- DIRECTIONS
Which lines below contain "Brookland"? Pull them out.
::::
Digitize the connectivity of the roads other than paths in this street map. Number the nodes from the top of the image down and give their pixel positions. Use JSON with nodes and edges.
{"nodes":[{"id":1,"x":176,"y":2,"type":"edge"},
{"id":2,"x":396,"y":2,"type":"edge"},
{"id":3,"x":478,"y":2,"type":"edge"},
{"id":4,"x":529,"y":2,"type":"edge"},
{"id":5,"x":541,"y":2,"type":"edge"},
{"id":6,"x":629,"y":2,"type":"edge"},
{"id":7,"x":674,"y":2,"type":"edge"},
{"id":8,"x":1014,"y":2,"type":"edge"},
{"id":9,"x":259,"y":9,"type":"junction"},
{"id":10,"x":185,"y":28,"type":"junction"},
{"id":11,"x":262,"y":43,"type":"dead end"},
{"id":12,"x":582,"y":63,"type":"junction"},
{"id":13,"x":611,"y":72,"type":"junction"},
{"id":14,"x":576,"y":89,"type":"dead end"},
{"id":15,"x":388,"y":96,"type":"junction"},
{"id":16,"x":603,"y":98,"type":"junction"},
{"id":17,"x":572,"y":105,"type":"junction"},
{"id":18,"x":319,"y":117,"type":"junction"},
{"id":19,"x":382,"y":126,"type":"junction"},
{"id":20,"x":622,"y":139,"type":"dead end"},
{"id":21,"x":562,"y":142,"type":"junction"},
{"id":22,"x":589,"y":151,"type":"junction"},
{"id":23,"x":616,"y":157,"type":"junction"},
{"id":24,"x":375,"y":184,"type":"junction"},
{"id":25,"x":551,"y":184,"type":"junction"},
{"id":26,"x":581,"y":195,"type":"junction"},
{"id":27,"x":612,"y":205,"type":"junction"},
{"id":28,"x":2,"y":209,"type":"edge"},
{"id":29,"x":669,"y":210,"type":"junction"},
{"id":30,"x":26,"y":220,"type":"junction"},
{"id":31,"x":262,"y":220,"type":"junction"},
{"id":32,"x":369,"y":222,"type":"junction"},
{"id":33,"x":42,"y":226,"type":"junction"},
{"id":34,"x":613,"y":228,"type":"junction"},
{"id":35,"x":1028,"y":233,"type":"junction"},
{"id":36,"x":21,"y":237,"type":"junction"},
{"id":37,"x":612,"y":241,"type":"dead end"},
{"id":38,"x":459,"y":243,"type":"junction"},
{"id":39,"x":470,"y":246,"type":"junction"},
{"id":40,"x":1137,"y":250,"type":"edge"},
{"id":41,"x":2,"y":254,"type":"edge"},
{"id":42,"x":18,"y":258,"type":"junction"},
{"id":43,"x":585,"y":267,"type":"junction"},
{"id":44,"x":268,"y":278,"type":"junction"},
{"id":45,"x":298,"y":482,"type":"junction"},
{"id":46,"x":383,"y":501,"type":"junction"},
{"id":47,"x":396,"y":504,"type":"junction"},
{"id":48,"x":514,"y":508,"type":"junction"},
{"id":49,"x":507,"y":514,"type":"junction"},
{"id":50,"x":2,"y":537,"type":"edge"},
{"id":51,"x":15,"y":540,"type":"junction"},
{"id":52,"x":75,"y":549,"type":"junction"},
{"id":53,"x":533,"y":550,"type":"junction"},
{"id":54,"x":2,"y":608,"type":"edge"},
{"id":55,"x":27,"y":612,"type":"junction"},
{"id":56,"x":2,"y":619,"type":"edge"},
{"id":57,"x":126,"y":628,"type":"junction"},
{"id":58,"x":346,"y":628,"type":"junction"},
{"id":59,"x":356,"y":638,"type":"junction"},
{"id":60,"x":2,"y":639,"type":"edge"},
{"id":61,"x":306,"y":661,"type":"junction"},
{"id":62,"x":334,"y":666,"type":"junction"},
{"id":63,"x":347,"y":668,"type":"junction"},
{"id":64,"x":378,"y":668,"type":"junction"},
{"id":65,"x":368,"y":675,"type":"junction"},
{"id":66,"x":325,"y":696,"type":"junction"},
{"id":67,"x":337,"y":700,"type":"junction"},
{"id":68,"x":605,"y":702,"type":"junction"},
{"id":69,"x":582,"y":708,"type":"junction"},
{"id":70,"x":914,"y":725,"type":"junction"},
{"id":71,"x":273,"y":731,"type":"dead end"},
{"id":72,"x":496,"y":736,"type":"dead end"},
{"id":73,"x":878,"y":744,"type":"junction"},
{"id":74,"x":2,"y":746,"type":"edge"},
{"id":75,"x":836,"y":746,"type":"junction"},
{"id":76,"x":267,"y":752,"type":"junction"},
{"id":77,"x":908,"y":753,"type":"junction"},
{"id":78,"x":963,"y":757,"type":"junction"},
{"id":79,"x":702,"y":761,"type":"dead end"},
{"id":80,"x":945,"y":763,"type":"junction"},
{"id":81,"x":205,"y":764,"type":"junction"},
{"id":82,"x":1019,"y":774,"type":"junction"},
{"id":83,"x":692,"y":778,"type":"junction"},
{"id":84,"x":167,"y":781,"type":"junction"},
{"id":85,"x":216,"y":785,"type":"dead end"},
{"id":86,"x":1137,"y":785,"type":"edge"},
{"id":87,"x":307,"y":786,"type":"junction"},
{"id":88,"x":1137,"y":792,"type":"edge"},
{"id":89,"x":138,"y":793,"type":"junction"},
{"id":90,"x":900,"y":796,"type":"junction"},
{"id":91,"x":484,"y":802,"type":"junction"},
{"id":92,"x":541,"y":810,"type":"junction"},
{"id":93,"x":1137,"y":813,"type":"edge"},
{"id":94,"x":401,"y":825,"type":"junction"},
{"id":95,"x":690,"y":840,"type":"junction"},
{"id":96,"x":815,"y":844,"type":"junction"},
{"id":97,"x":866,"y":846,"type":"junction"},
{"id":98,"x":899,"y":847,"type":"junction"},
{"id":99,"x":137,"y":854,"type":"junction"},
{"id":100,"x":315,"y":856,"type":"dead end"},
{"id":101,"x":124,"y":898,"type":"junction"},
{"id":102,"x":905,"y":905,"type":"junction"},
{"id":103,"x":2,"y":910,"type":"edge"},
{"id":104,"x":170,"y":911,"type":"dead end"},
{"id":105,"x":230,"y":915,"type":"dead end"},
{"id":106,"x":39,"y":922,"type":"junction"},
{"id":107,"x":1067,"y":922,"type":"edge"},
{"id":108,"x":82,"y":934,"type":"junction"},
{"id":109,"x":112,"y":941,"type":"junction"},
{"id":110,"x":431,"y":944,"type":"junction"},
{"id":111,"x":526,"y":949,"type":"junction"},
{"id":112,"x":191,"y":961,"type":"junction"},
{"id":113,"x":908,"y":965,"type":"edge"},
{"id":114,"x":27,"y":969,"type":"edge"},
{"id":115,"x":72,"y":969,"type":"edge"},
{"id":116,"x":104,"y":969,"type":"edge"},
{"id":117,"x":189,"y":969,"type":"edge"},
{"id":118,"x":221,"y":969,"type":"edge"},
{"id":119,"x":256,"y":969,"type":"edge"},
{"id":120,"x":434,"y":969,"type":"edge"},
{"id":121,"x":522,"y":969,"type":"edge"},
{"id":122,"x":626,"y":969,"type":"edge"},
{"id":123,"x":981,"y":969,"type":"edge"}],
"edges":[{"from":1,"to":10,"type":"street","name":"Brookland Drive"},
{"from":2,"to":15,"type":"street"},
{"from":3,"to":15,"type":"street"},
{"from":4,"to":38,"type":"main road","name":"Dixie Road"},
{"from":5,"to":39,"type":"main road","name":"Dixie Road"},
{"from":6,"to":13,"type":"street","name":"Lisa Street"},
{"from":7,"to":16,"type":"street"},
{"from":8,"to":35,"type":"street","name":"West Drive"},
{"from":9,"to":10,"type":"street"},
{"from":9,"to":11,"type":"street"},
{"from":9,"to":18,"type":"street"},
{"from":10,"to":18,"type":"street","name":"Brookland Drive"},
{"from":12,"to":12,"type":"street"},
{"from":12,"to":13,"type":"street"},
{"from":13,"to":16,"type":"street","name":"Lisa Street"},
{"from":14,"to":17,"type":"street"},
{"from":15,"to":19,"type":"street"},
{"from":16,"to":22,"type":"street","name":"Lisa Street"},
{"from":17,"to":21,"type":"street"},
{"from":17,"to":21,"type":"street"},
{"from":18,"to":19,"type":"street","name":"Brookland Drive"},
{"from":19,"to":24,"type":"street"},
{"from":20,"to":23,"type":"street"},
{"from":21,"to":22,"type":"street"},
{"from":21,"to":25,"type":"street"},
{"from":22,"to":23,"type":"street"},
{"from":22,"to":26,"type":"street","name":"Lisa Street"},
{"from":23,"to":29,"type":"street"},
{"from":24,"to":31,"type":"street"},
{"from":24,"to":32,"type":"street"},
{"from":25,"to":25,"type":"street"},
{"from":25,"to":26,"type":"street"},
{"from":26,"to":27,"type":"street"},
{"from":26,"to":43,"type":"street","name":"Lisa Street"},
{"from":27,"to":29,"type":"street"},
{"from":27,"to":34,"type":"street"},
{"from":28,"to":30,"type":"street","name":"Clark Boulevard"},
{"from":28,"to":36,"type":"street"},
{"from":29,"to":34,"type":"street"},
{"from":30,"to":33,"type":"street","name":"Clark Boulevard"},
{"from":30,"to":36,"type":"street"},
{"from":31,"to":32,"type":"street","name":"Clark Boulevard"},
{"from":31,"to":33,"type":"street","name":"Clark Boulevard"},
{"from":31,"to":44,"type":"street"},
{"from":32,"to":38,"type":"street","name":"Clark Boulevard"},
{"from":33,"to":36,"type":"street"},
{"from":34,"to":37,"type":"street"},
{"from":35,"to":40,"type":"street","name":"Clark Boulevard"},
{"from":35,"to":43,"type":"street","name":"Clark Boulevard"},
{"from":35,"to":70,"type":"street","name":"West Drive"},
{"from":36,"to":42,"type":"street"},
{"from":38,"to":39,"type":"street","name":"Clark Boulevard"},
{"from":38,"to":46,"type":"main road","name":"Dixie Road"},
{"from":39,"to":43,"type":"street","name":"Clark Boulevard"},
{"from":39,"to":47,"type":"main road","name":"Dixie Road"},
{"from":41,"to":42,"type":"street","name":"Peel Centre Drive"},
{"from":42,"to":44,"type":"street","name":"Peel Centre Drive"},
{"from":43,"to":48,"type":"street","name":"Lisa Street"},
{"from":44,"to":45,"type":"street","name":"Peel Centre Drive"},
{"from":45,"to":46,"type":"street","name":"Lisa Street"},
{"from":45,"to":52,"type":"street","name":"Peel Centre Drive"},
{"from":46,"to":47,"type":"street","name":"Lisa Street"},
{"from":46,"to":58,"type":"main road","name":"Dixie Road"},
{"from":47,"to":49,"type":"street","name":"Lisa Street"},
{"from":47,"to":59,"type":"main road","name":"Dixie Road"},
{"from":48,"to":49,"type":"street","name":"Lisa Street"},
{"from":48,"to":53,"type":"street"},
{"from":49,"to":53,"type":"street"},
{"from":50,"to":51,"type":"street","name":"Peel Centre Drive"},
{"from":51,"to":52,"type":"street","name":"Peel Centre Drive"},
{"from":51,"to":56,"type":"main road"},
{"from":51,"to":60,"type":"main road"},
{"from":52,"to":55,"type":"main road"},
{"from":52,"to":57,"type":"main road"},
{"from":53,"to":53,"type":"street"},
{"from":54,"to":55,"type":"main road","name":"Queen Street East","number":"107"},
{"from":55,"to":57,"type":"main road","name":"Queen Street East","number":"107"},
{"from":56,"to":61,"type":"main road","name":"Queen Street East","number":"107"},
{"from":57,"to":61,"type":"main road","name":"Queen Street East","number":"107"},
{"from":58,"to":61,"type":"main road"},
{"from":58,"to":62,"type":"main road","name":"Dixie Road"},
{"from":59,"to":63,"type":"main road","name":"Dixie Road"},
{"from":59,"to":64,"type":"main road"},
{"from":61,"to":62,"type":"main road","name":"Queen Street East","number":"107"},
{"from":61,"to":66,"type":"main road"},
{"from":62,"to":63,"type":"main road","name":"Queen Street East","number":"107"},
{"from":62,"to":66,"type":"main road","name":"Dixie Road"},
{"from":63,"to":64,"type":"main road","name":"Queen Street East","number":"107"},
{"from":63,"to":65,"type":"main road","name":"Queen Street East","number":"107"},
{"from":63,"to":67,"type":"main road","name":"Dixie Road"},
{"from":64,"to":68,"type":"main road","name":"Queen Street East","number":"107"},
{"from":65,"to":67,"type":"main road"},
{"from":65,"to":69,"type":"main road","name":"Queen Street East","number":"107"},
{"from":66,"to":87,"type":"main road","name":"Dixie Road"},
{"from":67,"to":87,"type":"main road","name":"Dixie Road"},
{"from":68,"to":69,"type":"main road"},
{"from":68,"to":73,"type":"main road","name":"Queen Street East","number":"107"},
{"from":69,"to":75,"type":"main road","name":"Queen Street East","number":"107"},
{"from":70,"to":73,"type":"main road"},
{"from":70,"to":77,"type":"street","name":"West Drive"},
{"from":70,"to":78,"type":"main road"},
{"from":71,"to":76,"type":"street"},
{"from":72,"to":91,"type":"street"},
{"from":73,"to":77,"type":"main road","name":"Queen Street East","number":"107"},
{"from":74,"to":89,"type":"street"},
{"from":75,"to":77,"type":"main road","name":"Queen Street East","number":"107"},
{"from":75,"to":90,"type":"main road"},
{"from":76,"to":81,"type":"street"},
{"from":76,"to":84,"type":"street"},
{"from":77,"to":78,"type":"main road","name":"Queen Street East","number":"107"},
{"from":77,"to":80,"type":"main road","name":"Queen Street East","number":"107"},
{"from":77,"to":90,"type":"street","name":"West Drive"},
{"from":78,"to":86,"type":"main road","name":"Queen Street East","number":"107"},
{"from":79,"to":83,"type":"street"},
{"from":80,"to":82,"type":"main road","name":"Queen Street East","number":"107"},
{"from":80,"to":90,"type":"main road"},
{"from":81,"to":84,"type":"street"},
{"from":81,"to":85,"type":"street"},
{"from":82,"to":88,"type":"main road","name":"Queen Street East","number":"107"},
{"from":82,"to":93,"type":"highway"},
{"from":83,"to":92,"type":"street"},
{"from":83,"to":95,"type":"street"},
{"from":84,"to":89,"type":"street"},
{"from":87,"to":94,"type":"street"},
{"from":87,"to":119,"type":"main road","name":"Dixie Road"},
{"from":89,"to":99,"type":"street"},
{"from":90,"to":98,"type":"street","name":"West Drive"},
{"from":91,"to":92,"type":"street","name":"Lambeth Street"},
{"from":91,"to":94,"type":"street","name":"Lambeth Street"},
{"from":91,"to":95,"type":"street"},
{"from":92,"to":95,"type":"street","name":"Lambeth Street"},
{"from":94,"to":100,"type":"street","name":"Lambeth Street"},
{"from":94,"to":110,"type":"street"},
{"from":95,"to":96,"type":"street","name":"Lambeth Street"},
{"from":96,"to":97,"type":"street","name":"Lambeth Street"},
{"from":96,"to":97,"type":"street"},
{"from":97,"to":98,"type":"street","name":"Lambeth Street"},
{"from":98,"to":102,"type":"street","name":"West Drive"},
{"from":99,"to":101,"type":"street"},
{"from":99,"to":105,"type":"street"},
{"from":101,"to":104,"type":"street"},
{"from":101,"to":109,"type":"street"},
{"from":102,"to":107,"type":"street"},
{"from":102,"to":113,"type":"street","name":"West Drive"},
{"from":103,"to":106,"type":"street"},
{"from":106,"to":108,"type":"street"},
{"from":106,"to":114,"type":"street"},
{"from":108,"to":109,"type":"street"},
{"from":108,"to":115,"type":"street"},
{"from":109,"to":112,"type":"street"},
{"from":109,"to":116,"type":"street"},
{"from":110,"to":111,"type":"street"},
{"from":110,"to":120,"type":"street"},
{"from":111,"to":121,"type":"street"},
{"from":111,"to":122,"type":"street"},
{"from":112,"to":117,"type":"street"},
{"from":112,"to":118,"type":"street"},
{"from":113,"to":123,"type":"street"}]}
::::
- SOLUTION TO THIS TASK
"edges":[{"from":1,"to":10,"type":"street","name":"Brookland Drive"},
{"from":10,"to":18,"type":"street","name":"Brookland Drive"},
{"from":18,"to":19,"type":"street","name":"Brookland Drive"},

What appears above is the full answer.